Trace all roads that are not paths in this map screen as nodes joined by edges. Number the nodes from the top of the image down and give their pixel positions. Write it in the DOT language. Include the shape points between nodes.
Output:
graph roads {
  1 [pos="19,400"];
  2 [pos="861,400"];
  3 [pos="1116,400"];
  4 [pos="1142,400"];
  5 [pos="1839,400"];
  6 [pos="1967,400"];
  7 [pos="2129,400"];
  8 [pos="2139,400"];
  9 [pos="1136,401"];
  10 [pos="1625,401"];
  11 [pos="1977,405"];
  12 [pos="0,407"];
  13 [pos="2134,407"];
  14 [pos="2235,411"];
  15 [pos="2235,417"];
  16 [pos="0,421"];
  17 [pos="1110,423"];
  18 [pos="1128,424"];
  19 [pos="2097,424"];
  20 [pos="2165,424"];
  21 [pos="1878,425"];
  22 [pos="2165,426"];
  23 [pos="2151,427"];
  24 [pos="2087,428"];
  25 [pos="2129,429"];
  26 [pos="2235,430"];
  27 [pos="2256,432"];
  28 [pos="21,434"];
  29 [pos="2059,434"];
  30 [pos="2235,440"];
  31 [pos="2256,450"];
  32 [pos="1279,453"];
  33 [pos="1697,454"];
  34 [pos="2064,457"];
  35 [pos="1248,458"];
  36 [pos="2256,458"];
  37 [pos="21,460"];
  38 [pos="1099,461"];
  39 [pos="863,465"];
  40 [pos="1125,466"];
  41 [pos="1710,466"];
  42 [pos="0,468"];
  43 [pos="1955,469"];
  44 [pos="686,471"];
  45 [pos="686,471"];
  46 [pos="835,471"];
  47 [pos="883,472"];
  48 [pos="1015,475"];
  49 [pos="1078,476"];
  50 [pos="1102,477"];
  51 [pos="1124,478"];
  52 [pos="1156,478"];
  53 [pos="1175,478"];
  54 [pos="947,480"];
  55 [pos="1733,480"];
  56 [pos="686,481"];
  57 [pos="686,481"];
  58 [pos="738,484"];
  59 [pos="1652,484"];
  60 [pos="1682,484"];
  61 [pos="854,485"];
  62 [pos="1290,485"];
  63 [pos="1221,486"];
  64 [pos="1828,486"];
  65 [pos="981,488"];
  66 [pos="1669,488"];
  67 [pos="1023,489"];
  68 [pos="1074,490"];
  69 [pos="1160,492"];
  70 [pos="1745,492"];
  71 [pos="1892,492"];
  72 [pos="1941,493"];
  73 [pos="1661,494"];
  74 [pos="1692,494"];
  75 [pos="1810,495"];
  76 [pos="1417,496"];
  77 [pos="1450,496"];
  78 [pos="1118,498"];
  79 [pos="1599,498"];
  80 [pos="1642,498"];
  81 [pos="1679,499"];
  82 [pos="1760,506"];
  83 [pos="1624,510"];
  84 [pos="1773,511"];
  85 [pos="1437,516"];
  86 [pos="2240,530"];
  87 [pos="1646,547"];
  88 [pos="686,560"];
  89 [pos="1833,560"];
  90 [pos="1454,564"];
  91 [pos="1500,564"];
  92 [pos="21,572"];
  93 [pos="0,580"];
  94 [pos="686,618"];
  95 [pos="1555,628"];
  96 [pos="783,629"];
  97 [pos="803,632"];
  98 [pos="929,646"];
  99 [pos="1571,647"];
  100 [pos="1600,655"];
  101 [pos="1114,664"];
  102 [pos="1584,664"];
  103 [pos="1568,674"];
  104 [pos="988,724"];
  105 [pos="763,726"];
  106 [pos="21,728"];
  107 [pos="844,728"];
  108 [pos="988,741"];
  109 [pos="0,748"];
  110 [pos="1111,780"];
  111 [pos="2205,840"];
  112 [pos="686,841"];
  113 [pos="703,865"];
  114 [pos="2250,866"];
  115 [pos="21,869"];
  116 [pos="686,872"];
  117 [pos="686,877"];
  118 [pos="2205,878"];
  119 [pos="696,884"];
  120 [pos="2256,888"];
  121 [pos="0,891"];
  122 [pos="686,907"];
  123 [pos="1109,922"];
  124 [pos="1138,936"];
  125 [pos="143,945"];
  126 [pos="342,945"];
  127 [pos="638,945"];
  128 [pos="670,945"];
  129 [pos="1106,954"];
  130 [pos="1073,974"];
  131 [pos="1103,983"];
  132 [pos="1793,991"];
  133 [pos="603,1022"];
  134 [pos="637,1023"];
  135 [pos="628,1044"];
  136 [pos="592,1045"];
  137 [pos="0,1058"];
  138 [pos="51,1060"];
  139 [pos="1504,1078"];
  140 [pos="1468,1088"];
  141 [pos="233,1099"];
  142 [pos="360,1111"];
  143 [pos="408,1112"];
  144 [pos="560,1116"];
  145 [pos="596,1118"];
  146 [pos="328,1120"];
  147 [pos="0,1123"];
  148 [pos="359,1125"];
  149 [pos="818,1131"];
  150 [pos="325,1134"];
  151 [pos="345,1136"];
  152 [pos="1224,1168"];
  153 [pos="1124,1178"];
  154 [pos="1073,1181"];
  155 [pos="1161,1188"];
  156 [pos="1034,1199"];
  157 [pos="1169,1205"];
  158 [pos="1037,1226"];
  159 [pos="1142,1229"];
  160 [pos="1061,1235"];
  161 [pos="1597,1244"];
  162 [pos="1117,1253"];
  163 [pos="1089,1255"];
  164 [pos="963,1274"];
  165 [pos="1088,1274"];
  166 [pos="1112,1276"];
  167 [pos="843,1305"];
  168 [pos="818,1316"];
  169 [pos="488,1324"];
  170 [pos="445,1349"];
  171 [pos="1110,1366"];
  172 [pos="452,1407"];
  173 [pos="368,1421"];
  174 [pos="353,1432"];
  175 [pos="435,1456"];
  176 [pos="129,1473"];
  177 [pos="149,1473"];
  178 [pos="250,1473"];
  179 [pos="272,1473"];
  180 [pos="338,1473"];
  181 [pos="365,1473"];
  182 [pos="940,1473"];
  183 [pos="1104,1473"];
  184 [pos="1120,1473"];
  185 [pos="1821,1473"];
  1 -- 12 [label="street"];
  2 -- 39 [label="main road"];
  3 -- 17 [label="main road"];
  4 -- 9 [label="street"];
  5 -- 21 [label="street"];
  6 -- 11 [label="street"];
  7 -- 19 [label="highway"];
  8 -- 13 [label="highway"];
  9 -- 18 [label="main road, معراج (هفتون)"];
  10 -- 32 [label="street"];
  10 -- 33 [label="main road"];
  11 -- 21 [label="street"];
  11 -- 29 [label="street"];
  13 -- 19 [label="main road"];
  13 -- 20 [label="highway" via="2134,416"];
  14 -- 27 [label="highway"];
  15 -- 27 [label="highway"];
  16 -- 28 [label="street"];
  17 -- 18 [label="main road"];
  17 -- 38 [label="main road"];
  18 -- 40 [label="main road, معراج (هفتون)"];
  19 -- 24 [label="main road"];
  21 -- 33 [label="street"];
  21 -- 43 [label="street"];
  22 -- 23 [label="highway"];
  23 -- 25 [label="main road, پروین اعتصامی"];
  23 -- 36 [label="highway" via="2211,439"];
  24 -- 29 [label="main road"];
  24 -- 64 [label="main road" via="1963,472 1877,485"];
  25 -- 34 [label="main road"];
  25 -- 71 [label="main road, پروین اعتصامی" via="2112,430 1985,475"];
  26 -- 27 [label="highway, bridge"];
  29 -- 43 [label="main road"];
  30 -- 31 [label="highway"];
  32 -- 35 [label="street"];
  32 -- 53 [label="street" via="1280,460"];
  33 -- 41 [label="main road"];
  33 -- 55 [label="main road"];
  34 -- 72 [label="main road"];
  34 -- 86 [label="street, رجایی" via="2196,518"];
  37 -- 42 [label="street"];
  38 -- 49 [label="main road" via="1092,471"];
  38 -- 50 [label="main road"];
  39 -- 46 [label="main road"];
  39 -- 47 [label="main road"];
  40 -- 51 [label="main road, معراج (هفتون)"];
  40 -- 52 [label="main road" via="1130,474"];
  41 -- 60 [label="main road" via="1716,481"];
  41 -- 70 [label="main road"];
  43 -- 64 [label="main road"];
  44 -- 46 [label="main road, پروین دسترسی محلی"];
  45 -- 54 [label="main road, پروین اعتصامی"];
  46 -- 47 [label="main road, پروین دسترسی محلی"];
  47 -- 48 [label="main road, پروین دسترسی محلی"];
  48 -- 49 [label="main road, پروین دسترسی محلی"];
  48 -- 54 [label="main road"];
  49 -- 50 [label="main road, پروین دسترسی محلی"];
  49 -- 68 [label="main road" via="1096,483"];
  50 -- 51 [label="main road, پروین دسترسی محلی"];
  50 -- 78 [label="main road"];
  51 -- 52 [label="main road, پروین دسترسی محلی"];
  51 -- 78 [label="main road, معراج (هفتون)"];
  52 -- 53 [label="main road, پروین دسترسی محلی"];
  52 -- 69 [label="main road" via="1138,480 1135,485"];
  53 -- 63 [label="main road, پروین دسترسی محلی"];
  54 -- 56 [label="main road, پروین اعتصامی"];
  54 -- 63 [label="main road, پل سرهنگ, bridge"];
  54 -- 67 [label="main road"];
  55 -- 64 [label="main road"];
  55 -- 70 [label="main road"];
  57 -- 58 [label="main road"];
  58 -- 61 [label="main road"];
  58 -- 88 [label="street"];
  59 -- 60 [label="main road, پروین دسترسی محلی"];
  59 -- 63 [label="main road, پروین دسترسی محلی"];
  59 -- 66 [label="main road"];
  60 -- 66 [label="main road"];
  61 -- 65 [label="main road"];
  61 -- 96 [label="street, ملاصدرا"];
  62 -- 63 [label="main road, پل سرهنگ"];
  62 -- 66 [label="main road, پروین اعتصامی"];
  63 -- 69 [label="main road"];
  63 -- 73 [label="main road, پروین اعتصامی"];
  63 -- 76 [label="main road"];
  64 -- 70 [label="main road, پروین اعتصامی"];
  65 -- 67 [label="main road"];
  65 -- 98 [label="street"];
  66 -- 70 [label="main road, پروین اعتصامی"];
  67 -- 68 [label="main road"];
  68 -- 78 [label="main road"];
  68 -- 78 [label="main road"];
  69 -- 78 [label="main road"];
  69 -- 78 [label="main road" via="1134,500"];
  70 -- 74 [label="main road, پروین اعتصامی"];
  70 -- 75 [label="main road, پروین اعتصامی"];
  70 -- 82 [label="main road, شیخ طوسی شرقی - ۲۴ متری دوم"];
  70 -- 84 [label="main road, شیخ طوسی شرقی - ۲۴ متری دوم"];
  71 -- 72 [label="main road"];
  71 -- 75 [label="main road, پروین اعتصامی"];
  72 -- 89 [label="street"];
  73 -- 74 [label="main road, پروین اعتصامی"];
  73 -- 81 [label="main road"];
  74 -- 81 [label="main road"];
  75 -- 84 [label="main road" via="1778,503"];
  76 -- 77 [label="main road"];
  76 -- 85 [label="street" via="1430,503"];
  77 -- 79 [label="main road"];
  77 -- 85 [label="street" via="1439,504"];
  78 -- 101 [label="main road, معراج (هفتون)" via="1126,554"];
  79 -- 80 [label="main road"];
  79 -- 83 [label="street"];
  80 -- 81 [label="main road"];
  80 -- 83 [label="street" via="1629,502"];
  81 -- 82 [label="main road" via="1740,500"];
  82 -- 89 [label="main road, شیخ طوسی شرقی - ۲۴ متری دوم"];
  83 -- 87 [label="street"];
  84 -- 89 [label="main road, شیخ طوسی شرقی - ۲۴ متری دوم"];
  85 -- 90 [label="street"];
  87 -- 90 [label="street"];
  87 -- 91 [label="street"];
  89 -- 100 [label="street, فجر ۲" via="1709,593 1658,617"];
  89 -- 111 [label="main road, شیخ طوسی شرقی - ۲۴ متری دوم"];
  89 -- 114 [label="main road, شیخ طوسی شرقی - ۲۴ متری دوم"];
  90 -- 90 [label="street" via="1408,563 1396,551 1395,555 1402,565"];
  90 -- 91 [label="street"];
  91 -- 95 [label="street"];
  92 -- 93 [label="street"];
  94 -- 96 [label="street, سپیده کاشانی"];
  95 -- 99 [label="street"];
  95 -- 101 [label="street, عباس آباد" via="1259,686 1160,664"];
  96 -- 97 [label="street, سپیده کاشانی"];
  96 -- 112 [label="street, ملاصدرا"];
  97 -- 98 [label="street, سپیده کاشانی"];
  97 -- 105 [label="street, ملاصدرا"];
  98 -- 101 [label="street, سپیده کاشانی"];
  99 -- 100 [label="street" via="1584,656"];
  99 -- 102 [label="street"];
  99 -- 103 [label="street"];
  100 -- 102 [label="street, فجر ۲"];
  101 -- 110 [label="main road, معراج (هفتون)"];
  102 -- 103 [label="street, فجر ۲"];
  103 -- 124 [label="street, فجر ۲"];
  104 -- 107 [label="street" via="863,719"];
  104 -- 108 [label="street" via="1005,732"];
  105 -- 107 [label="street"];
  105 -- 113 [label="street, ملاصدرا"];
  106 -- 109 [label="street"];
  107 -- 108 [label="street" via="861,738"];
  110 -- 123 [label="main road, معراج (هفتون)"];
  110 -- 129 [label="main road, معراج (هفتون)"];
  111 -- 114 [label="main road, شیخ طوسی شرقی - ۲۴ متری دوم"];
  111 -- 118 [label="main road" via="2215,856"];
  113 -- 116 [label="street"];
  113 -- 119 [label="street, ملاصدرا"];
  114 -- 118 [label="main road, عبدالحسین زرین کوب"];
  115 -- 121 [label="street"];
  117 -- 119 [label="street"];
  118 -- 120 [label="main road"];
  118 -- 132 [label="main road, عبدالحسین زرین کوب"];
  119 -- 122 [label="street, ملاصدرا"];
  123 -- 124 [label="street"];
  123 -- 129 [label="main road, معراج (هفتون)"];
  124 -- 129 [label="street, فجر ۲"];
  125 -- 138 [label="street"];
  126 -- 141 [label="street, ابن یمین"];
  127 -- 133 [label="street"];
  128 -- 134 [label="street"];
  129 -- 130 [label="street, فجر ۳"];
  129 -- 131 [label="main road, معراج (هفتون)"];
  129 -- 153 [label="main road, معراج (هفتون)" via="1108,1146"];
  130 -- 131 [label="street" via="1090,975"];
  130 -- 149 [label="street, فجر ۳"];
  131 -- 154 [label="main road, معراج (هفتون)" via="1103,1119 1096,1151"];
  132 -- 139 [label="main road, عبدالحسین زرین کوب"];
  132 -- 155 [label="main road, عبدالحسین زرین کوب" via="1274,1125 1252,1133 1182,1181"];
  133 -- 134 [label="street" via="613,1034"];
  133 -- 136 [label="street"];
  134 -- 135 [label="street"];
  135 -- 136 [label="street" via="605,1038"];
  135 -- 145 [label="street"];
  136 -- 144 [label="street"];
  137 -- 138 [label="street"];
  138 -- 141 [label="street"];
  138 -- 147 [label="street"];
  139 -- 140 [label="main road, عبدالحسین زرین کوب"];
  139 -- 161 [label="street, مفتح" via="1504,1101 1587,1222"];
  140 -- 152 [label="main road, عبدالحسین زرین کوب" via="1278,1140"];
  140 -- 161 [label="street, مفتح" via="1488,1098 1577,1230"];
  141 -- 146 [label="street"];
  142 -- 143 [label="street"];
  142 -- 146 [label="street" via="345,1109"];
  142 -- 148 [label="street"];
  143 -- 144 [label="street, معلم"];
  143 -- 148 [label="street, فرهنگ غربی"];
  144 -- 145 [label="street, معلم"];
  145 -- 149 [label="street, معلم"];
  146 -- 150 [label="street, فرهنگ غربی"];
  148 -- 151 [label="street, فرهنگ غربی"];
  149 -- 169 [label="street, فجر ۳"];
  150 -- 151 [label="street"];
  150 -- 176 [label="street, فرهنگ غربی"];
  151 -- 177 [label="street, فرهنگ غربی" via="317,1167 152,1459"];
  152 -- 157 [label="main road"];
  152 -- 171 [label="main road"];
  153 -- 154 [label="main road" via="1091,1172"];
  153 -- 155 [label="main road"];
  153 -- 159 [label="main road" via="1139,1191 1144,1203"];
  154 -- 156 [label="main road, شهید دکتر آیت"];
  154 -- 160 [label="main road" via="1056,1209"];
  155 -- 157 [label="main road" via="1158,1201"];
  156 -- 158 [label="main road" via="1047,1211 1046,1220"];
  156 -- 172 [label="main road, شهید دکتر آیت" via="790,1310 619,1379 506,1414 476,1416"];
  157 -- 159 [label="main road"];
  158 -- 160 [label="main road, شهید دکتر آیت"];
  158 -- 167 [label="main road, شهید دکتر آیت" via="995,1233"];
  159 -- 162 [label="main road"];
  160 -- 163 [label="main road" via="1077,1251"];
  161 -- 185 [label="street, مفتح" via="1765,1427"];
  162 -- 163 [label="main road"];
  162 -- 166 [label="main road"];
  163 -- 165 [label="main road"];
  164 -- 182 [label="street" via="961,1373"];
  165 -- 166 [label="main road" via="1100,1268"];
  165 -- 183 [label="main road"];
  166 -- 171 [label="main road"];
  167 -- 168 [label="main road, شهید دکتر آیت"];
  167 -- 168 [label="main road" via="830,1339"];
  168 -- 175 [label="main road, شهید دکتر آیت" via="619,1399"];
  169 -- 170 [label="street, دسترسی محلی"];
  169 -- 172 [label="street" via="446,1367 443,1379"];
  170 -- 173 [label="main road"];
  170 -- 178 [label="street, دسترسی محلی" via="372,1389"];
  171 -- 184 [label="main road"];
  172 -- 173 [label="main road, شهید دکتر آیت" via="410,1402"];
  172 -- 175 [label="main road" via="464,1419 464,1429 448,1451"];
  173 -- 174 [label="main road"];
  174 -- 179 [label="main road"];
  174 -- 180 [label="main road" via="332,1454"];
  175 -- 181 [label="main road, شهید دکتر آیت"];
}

▶ _HOW TO COMPLETE THIS TASK_
Copy all the lines above that hold the string "سرهنگ".

▶ _REPLY_
  54 -- 63 [label="main road, پل سرهنگ, bridge"];
  62 -- 63 [label="main road, پل سرهنگ"];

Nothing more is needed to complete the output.